"Non è il cammino impossibile, ma l'impossibile è cammino"

martedì 25 settembre 2012

capitani coraggiosi

Premessa: nulla di personale con Gianni Petrucci. Mi chiedo: è più giusto affidarsi ad un uomo di grande esperienza o tentare la carta della novità, della netta separazione con il passato? Le minestre riscaldate e i grandi ritorni non hanno mai avuto successo. Shevchenko ad esempio. C'è un altro aspetto che non mi convince: la politica sportiva, per quanto inevitabilmente politica, dovrebbe seguire canoni e logiche diverse da quella tradizionale. Se al Parlamento festeggiano gli anni di permanenza, nello sport dovremmo preoccuparci. Le discipline e gli atleti sono in continua evoluzione, perchè non dovrebbe esserlo anche il governo?
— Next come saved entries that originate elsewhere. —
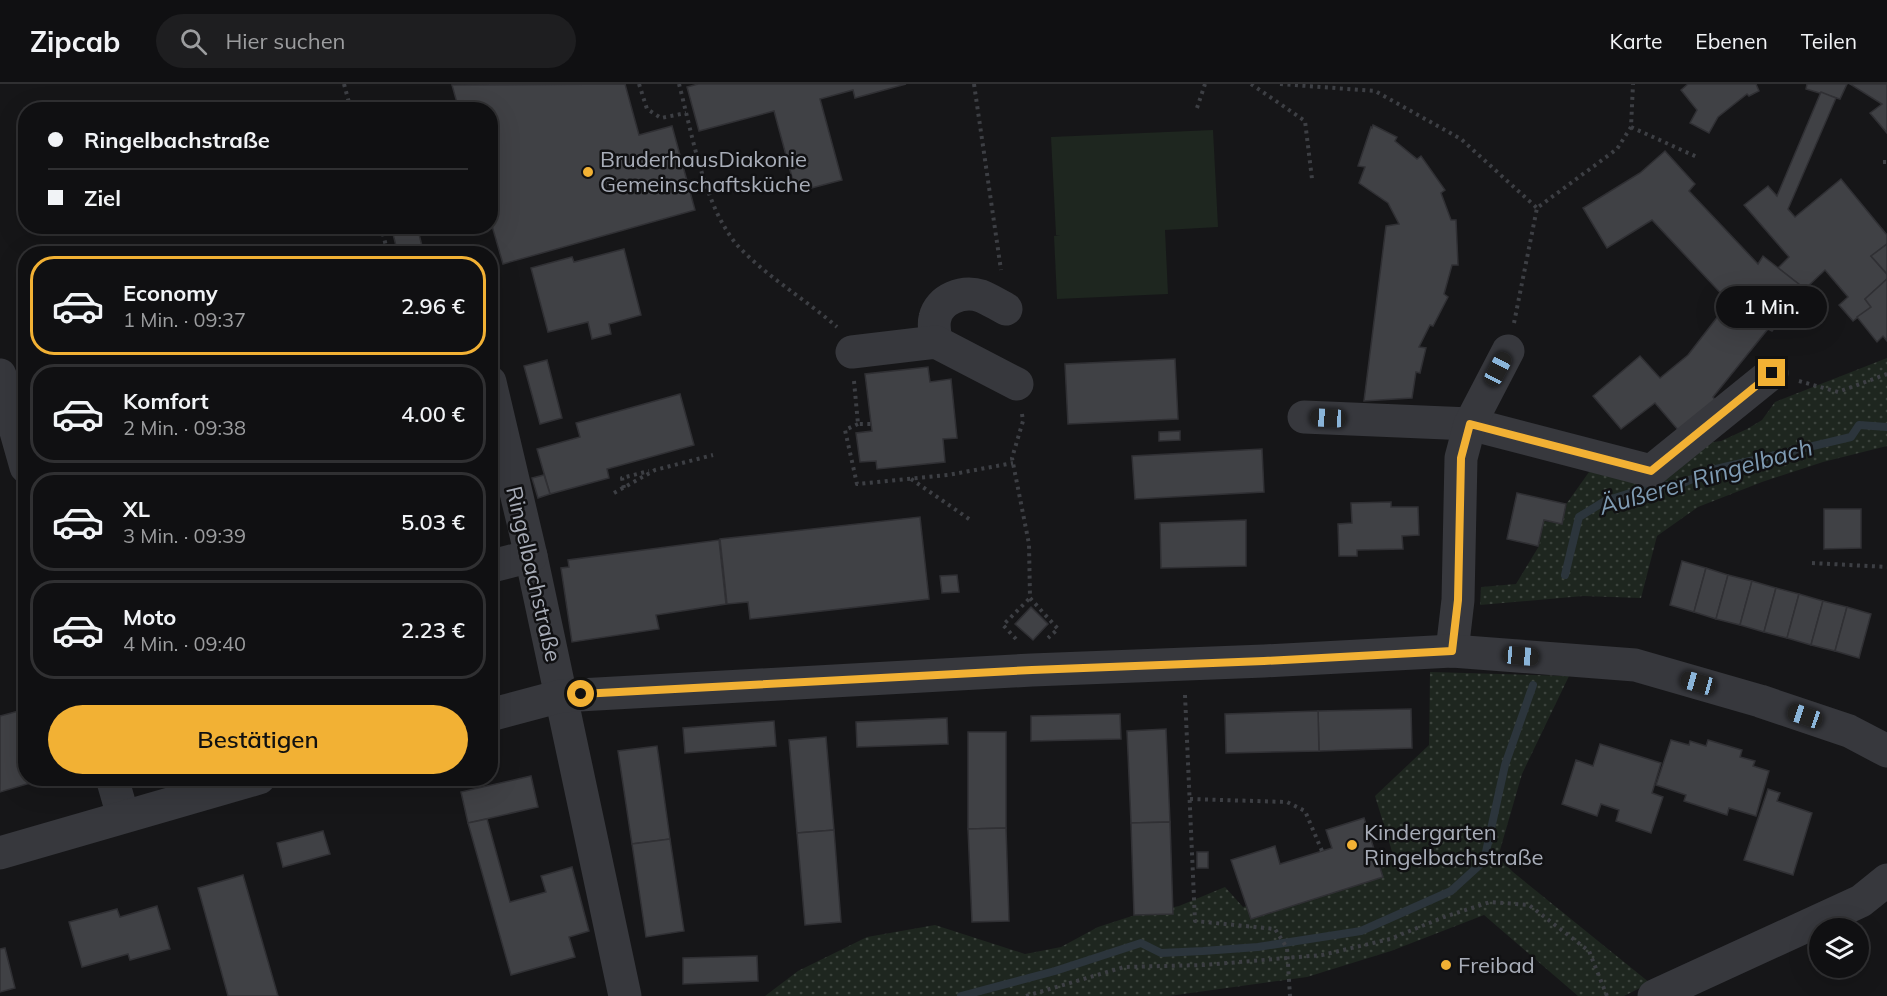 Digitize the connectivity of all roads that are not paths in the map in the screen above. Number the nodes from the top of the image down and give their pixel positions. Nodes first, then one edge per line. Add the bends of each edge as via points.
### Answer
1 (1006, 309) dead end
2 (936, 342) junction
3 (1508, 351) road end
4 (852, 352) road end
5 (1772, 373) road end
6 (0, 375) edge
7 (1017, 384) dead end
8 (498, 416) edge
9 (1305, 417) dead end
10 (1470, 424) junction
11 (18, 439) edge
12 (531, 556) junction
13 (498, 565) edge
14 (1452, 651) junction
15 (561, 696) junction
16 (498, 713) edge
17 (1887, 751) edge
18 (114, 786) edge
19 (230, 786) edge
20 (123, 816) junction
21 (0, 853) edge
22 (1887, 880) edge
23 (625, 996) edge
24 (1654, 996) edge

1 - 2 street via 980,295 962,294 950,299 939,306 934,319
2 - 4 street
2 - 7 street
3 - 10 street
5 - 10 street via 1651,471
6 - 11 street
8 - 12 street, Ringelbachstraße
9 - 10 street
10 - 14 street via 1461,458 1458,600
12 - 13 street
12 - 15 street, Ringelbachstraße
14 - 15 street
14 - 17 street via 1635,665 1760,701 1850,732
15 - 16 street
15 - 23 street, Ringelbachstraße
18 - 20 street
19 - 20 street
20 - 21 street
22 - 24 street via 1861,901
Vero che l'uomo del cosiddetto cambiamento, Dino Meneghin, alla fine ha prodotto meno di quanto ci si aspettasse. Vero, oltretutto, che non esistono grandi margini per una rivoluzione all'interno dei labirinti federali. I problemi sono sempre gli stessi: reperimento di risorse, capricci dei club, movimento giovanile che annaspa, nazionali che fremono ma con poco spazio, società minori che faticano a sopravvivere per costi assurdi, premi di incentivazione da rivedere. Presentata la serie A: gli atleti stranieri saranno più numerosi di quelli italiani. No al razzismo e alla conservazione forzata della specie, però è un dato che fa riflettere. Ci vuole più coraggio. Da parte della federazione nel premiare chi davvero aiuta a crescere la pallacanestro. Da parte delle società, nello scommettere sui giovani. Da parte degli allenatori, nel metterli in campo. Da parte dei giocatori, nell'accettare ingaggi più adeguati alle circostanze. E' il tempo dei fatti, non dei proclami. Chiunque sarà alla guida, dovrà dare segnali precisi di svolta. Dare risposte convincenti non solo a chi vive nei piani alti, ma a chi frequenta i sotterranei dove si fabbrica la materia prima. Pochi soldi? Bene, è giunto il momento di non sprecarli.